### What you have to do:
From the listing below, set down exactly the lines between the one holding "Summarize the content" and the one holding "Input: one rendered", inclusive. No other line is wanted.

### Input records:
----------

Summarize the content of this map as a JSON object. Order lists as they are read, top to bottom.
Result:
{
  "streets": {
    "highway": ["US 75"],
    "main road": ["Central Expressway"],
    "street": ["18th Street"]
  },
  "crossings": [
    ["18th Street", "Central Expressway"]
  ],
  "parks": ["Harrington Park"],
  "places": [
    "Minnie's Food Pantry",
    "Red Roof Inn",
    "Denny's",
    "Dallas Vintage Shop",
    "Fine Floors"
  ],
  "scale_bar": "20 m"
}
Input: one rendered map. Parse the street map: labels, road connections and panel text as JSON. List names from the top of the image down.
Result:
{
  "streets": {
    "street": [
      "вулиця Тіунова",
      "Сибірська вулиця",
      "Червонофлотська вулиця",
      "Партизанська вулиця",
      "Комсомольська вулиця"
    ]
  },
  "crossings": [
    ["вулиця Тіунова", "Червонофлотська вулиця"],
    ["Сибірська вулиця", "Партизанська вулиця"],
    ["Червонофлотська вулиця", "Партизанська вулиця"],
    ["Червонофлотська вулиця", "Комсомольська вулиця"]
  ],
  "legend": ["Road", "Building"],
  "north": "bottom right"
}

----------

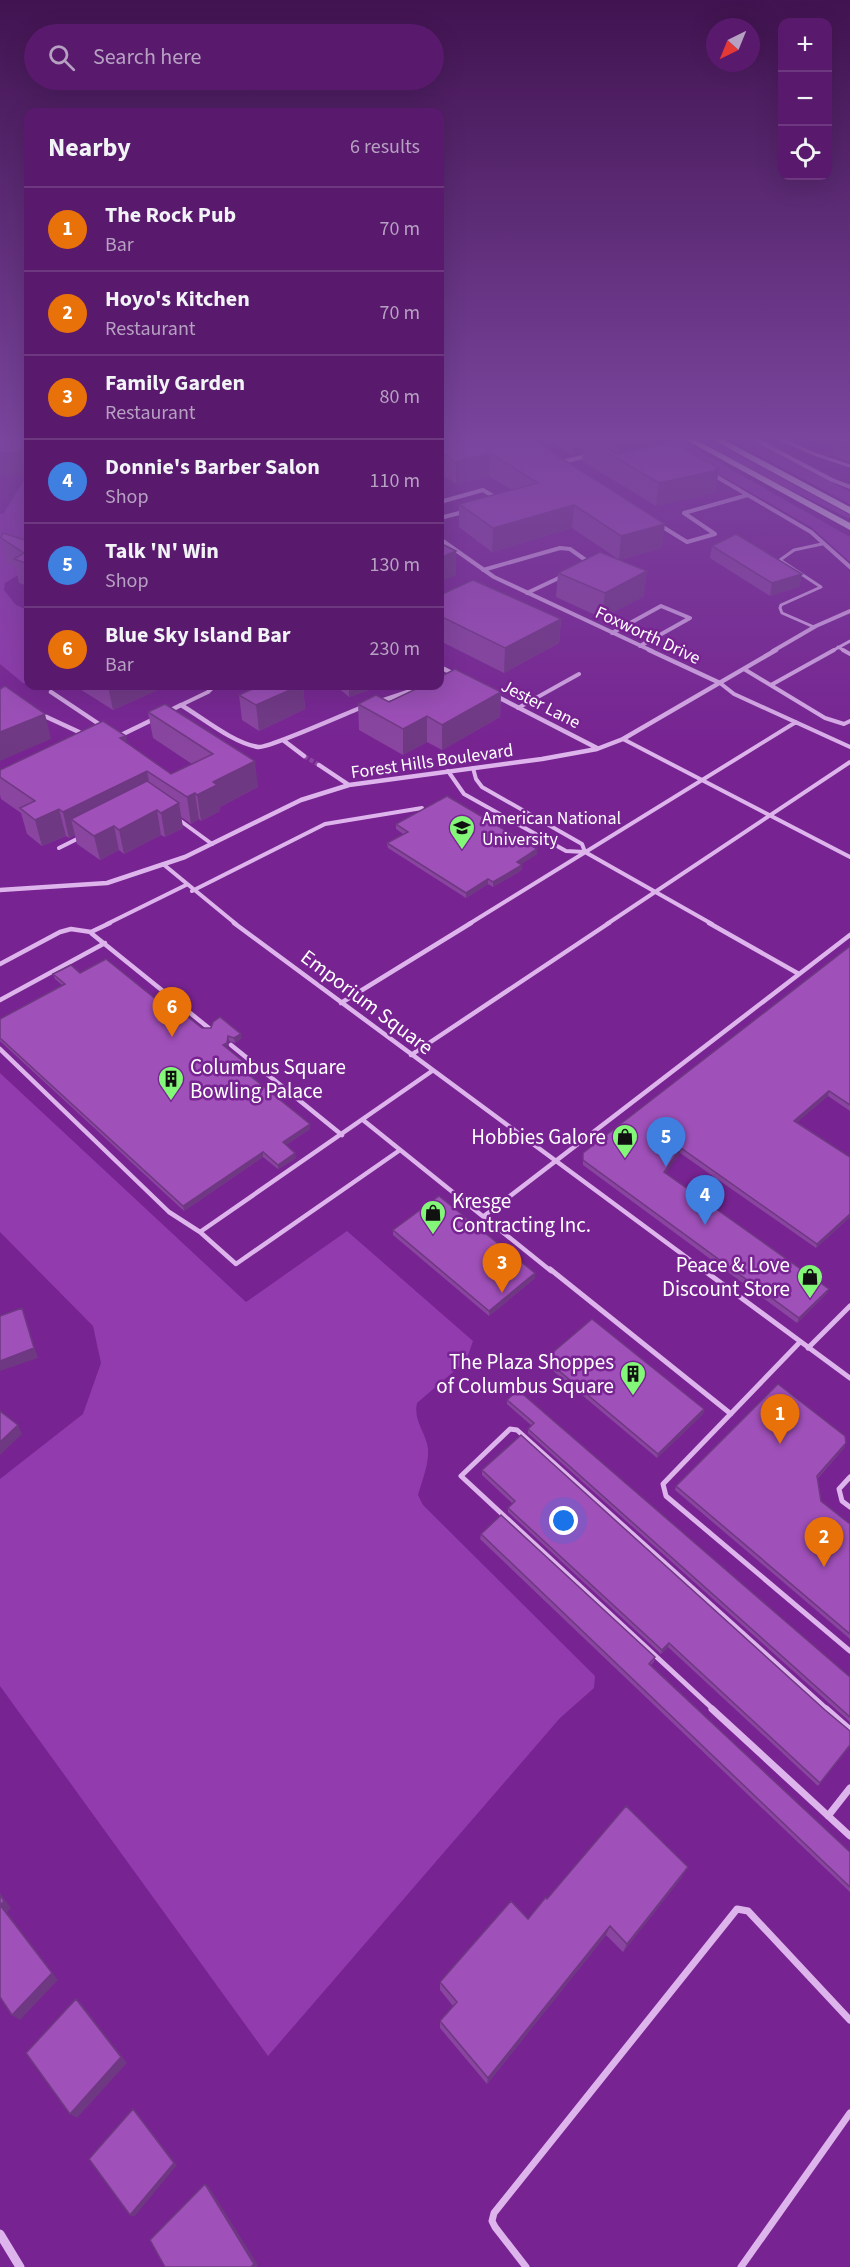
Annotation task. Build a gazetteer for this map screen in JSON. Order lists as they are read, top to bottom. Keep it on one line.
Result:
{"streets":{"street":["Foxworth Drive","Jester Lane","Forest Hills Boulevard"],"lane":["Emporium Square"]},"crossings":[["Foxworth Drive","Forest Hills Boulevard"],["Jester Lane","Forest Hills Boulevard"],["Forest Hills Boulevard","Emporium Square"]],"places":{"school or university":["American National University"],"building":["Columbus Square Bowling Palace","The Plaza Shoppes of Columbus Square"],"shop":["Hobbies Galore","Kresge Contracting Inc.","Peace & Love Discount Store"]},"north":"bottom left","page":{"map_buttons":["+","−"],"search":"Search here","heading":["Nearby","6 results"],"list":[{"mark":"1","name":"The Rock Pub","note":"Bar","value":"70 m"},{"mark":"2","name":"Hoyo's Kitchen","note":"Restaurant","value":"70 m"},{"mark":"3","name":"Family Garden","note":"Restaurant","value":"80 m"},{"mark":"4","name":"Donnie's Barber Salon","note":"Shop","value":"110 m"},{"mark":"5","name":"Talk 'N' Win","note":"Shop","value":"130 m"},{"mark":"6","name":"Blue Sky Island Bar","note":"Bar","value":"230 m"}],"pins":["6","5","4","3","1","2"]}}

----------

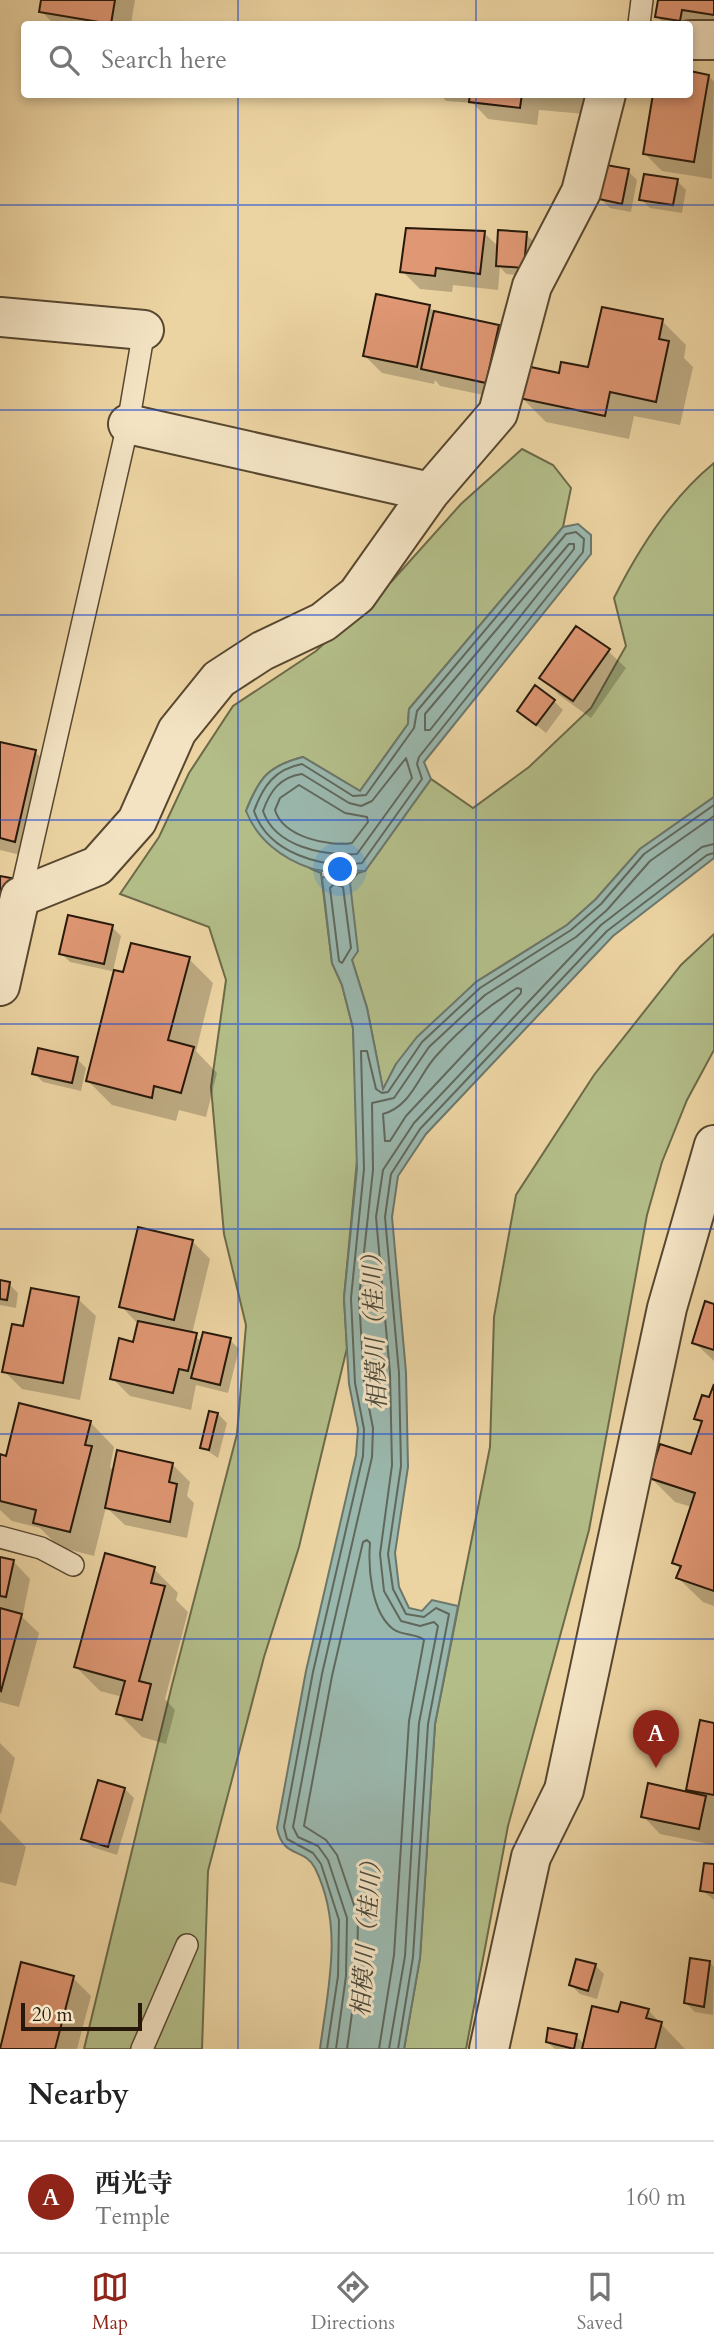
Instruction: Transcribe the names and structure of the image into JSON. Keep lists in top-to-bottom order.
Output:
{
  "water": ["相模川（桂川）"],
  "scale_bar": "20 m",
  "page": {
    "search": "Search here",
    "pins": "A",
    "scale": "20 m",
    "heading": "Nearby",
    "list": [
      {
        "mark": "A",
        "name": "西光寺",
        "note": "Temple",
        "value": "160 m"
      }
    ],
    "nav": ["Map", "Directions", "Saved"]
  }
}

----------

### Response to this task:
Summarize the content of this map as a JSON object. Order lists as they are read, top to bottom.
Result:
{
  "streets": {
    "highway": ["US 75"],
    "main road": ["Central Expressway"],
    "street": ["18th Street"]
  },
  "crossings": [
    ["18th Street", "Central Expressway"]
  ],
  "parks": ["Harrington Park"],
  "places": [
    "Minnie's Food Pantry",
    "Red Roof Inn",
    "Denny's",
    "Dallas Vintage Shop",
    "Fine Floors"
  ],
  "scale_bar": "20 m"
}
Input: one rendered map. Parse the street map: labels, road connections and panel text as JSON. List names from the top of the image down.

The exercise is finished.